Far from being a collection of cosy meditations, here are challenging, biblically rooted, theologically powerful, pastorally concerned essays and sermon notes by Britain’s most stimulating theologian of the twentieth century. Church members will be energized; preachers will be prompted towards relevant exposition. The book is the product of much persistent burrowing by Jason Goroncy, whose substantial introduction is an exemplary piece of scholarship in its own right. We are greatly indebted to him.

There are some tentative plans too to work on two additional books on Forsyth; but more on that at a later time …

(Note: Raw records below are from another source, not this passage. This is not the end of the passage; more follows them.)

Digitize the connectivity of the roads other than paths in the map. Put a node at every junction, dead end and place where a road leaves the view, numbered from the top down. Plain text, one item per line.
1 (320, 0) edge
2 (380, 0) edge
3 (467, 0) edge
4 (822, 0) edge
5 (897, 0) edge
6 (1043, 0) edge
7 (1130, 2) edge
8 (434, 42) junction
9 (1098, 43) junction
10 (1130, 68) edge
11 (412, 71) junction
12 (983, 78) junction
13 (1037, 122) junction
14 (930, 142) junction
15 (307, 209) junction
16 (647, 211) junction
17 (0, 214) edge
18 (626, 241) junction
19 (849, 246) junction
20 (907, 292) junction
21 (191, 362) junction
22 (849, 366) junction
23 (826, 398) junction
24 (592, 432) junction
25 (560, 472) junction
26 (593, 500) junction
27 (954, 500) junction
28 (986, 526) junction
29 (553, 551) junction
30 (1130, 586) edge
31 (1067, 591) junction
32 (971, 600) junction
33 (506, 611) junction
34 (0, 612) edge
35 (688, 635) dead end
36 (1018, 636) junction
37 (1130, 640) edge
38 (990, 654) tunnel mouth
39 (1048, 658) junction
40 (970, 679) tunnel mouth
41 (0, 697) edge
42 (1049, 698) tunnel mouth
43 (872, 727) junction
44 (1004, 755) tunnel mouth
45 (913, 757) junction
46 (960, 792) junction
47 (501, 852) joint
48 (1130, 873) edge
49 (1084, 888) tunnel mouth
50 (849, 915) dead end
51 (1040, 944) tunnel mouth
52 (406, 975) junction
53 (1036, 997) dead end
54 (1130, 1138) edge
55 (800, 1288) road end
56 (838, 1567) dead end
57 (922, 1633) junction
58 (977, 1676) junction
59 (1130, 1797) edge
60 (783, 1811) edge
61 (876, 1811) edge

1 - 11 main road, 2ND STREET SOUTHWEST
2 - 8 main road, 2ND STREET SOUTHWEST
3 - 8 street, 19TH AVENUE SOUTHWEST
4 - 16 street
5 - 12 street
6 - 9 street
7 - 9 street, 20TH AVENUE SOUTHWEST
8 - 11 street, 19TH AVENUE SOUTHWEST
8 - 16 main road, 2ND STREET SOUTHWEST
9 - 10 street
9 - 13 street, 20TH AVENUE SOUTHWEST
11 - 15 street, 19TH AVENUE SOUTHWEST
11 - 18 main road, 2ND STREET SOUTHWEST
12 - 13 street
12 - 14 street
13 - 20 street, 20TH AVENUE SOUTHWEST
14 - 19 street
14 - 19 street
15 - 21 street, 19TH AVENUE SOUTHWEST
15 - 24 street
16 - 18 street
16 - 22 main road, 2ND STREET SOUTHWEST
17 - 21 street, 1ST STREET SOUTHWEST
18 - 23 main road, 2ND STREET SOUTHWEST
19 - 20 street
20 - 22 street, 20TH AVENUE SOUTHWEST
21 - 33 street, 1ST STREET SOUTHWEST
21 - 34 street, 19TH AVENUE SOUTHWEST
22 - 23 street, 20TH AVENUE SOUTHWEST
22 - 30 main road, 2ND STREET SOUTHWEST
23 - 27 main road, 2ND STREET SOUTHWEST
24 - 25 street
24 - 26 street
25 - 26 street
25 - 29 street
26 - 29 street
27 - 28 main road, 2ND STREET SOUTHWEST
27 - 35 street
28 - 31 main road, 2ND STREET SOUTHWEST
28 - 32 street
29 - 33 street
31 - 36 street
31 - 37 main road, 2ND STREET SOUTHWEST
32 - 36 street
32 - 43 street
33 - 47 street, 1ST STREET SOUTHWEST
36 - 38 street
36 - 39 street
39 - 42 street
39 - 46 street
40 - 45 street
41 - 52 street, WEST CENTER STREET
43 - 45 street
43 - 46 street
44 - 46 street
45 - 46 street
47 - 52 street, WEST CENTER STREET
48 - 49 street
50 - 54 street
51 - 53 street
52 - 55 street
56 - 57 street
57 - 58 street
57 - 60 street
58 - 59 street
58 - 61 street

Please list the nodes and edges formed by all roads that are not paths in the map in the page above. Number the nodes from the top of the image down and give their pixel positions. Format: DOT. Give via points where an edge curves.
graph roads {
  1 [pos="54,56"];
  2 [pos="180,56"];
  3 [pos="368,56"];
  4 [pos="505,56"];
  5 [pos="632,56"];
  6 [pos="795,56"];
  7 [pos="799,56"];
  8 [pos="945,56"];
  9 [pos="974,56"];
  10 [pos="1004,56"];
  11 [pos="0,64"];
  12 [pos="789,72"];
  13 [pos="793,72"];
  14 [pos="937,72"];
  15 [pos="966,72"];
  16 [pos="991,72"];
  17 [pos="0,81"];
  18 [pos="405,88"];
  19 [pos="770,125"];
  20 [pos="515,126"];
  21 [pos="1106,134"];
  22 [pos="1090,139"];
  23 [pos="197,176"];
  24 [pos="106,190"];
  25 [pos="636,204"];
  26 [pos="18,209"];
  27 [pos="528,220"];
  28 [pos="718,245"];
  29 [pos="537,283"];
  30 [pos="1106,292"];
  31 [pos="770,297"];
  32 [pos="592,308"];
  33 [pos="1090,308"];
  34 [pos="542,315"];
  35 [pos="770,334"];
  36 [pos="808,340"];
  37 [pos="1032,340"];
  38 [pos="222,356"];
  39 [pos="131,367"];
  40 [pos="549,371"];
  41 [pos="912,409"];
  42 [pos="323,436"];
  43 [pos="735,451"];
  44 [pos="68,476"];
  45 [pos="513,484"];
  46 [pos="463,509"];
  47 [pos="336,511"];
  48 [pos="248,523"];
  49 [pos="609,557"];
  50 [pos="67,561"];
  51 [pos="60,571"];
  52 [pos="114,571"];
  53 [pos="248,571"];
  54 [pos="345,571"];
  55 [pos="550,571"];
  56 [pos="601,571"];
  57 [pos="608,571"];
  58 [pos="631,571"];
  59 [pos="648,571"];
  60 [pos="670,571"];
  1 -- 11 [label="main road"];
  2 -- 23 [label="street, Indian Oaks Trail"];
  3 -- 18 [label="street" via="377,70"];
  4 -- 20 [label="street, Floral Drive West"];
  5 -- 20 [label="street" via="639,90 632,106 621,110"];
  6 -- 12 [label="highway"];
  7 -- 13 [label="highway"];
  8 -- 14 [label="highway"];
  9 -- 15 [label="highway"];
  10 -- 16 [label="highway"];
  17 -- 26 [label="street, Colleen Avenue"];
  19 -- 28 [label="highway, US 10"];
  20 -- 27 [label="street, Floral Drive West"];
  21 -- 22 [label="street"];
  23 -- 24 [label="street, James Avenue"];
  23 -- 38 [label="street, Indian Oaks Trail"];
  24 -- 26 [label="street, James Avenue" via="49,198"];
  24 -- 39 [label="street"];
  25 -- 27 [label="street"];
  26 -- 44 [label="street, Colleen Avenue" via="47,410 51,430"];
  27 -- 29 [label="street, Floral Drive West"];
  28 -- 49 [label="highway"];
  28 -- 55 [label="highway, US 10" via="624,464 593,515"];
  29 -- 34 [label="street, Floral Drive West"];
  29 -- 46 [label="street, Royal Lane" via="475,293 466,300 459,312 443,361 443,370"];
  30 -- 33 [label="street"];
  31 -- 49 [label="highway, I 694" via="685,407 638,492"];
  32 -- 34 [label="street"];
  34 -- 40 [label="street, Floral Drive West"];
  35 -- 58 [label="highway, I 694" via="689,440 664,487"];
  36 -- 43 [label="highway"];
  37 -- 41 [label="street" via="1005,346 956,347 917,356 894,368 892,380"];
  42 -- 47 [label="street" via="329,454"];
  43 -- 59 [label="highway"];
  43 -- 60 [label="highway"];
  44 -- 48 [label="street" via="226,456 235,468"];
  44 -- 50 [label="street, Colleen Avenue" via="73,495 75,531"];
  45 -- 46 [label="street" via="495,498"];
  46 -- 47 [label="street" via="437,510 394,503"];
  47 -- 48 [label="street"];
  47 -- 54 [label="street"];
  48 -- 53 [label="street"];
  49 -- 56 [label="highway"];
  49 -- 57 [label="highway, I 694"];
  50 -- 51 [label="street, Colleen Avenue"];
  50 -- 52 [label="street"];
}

Logos announces the P.T. Forsyth Collection

It’s always wonderfully encouraging to see that PT Forsyth continues to be read. And while all of Forsyth’s major publications are easily and freely accessible in various formats, Logos are planning to make them available in one place in e-book form with their PT Forsyth Collection. Here’s the product description:

The P. T. Forsyth Collection brings together 24 works from this celebrated Scottish theologian and preacher. After studying at the University of Göttingen under the notable theologian Albrecht Ritschl, Forsyth went on to become one of the early twentieth century’s most influential theologians—his ideas are largely thought to have anticipated, and mirrored, the neo-orthodox movement of Karl Barth and Emil Brunner.

The P. T. Forsyth Collection includes Forsyth’s best-known works, including The Cruciality of the Cross, his strong plea for the orthodox doctrine of atonement, and The Justification of God, a moving collection of lectures written at the height of World War I, when many Christians were having trouble reconciling their faith in God with the horrors of war. In This Life and the Next, Forsyth studies the doctrine of immortality and its impact on our current lives. Christ on Parnassus contains lectures on the connection between art and religion. The still-popular Positive Preaching and Modern Mind contains advice to future ministers—advice still relevant for and needed by today’s teachers and preachers.

Also included is the The Holy Father and the Living ChristChristian Perfection, and The Taste of Death and the Life of Grace, which were later reprinted in a single volume titled God the Holy Father, as well as The Principle of Authority in Relation to Certainty, Sanctity and Society, which was later republished as The Church, the Gospel, and Society.

Plus, there are works that examine the doctrine of Christ’s divinity, the connection between economics and the church, the ethics of war and Christianity, and much more. In the Logos Bible Software edition, all Scripture passages in the P. T. Forsyth Collection are tagged to appear on mouseover. For scholarly work or personal Bible study, this makes these resources more powerful and easier to access than ever before. Perform powerful searches by topic or Scripture reference—finding, for example, every mention of “resurrection” or “Mark 9:2.”

Forsyth buffs may also be keen to know that Logos also plan to make available the works of James Denney. Good stuff.